Bitcoin – a new haven?

A sharp rally in Bitcoin coming just at the same time as a rebound for haven assets has plenty of wags talking up the cryptocurrency as a safe harbour. There may be a modicum of truth in this in as much as Bitcoin can be seen as an uncorrelated asset that is a hedge against fiat currencies. Bitcoin, like gold, yields nothing, so you can argue some similarity.

But going back to the central argument about both bonds and gold, this is more about liquidity than anything else. Investors are hunting around for somewhere to park money and with ever-declining opportunity cost of holding non-yielding assets, Bitcoin and other cryptos are viewed in a slightly different light than they would be in a more positive, pro-growth market.

However, doubts remain about the ability of Bitcoin to act as a reliable store of value and its liquidity is also questionable. June’s flash crash, when it shed $2,000 in a few minutes because of an outage on a major trading platform, highlights the problematic nature of seeing Bitcoin or other cryptos as a safe haven in any real sense of the term. The volatility is just too high.

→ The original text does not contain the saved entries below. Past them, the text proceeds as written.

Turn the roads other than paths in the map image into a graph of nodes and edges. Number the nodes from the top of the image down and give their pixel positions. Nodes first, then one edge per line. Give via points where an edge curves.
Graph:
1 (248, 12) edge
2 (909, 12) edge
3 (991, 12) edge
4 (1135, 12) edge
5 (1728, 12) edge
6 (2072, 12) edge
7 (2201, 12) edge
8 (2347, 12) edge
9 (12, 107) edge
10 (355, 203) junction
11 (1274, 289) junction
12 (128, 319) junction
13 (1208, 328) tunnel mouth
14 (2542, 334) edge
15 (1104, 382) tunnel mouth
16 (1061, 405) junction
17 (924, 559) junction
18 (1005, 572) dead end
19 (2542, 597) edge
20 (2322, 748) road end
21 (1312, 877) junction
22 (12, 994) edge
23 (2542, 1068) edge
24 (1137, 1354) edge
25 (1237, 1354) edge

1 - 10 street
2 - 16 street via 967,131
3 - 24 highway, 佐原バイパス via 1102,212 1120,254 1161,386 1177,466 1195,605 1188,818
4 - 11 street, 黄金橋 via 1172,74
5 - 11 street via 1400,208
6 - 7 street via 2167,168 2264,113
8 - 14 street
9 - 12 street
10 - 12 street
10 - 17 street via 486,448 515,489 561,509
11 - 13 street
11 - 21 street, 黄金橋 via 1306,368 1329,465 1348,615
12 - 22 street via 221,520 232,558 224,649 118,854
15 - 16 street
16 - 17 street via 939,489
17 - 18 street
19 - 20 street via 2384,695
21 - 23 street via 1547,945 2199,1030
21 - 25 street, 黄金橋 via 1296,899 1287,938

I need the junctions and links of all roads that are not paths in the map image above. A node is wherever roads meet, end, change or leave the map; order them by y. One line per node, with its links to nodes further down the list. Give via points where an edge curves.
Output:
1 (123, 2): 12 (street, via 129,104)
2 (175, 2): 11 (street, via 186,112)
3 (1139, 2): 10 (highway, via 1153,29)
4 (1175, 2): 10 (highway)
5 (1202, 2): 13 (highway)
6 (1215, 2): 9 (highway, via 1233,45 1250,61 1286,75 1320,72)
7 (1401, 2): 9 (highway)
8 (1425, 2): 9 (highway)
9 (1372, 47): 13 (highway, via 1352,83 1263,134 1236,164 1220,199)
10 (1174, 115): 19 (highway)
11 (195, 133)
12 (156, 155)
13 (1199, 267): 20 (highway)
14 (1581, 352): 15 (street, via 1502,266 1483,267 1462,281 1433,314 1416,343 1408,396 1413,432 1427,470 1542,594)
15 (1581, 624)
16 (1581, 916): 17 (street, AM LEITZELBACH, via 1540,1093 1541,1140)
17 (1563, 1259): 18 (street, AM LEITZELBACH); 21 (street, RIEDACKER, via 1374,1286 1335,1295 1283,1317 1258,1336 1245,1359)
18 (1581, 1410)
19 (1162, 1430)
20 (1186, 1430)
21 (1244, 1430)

Should investors be fearful?

A lot will depend on earnings growth as we head into the reporting season. This will offer investors a chance to see what expectations the major US and European corporates have for the coming year.

Even if earnings growth recovers, what about the macro data? Havens are benefiting largely on expectations of more central bank liquidity; it will take a strong period of growth and rising inflation that tilts policymakers back towards a tightening bias to stop this. The wild card is the gap between the Fed and market expectations. While the Fed says it doesn’t see any cuts this year, the market is very confident. Someone is wrong – if it’s the market then it could lead to serious gyrations in bonds and other haven-like assets as well as stocks.

Finally, amid all the ebb and flow, we just don’t know where the US-China trade war is going. There is every chance that uncertainty will persist well into 2020, by which time we’d expect Donald Trump to seek a deal he can paint as a victory, and boost Wall Street in the process. This could be the trigger for safe havens to lose their lustre, and perhaps nudge central banks away from further easing.